═════ Records provided

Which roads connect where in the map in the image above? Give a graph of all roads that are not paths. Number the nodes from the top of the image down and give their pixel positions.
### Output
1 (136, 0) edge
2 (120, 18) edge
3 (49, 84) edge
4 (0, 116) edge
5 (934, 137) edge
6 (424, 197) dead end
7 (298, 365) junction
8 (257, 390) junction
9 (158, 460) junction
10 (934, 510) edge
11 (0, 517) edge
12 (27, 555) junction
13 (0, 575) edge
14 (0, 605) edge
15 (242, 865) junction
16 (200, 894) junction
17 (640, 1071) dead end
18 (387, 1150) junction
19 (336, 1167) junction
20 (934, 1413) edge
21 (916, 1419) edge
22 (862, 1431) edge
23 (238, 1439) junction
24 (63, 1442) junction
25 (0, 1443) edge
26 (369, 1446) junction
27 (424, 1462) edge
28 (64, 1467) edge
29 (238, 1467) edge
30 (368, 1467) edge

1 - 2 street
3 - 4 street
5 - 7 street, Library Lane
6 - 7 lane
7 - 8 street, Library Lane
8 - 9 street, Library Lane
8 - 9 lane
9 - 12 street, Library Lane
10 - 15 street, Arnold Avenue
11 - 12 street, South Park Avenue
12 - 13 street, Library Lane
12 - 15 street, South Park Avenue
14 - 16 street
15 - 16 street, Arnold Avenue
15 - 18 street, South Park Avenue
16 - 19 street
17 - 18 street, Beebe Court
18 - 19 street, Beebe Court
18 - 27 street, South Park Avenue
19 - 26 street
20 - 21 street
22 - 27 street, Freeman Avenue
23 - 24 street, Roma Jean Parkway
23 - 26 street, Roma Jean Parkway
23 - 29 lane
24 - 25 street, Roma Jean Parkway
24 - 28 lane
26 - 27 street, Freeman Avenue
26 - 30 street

══════════

** Required action **
Copy all of the data exactly.

** Worked solution **
Which roads connect where in the map in the image above? Give a graph of all roads that are not paths. Number the nodes from the top of the image down and give their pixel positions.
### Output
1 (136, 0) edge
2 (120, 18) edge
3 (49, 84) edge
4 (0, 116) edge
5 (934, 137) edge
6 (424, 197) dead end
7 (298, 365) junction
8 (257, 390) junction
9 (158, 460) junction
10 (934, 510) edge
11 (0, 517) edge
12 (27, 555) junction
13 (0, 575) edge
14 (0, 605) edge
15 (242, 865) junction
16 (200, 894) junction
17 (640, 1071) dead end
18 (387, 1150) junction
19 (336, 1167) junction
20 (934, 1413) edge
21 (916, 1419) edge
22 (862, 1431) edge
23 (238, 1439) junction
24 (63, 1442) junction
25 (0, 1443) edge
26 (369, 1446) junction
27 (424, 1462) edge
28 (64, 1467) edge
29 (238, 1467) edge
30 (368, 1467) edge

1 - 2 street
3 - 4 street
5 - 7 street, Library Lane
6 - 7 lane
7 - 8 street, Library Lane
8 - 9 street, Library Lane
8 - 9 lane
9 - 12 street, Library Lane
10 - 15 street, Arnold Avenue
11 - 12 street, South Park Avenue
12 - 13 street, Library Lane
12 - 15 street, South Park Avenue
14 - 16 street
15 - 16 street, Arnold Avenue
15 - 18 street, South Park Avenue
16 - 19 street
17 - 18 street, Beebe Court
18 - 19 street, Beebe Court
18 - 27 street, South Park Avenue
19 - 26 street
20 - 21 street
22 - 27 street, Freeman Avenue
23 - 24 street, Roma Jean Parkway
23 - 26 street, Roma Jean Parkway
23 - 29 lane
24 - 25 street, Roma Jean Parkway
24 - 28 lane
26 - 27 street, Freeman Avenue
26 - 30 street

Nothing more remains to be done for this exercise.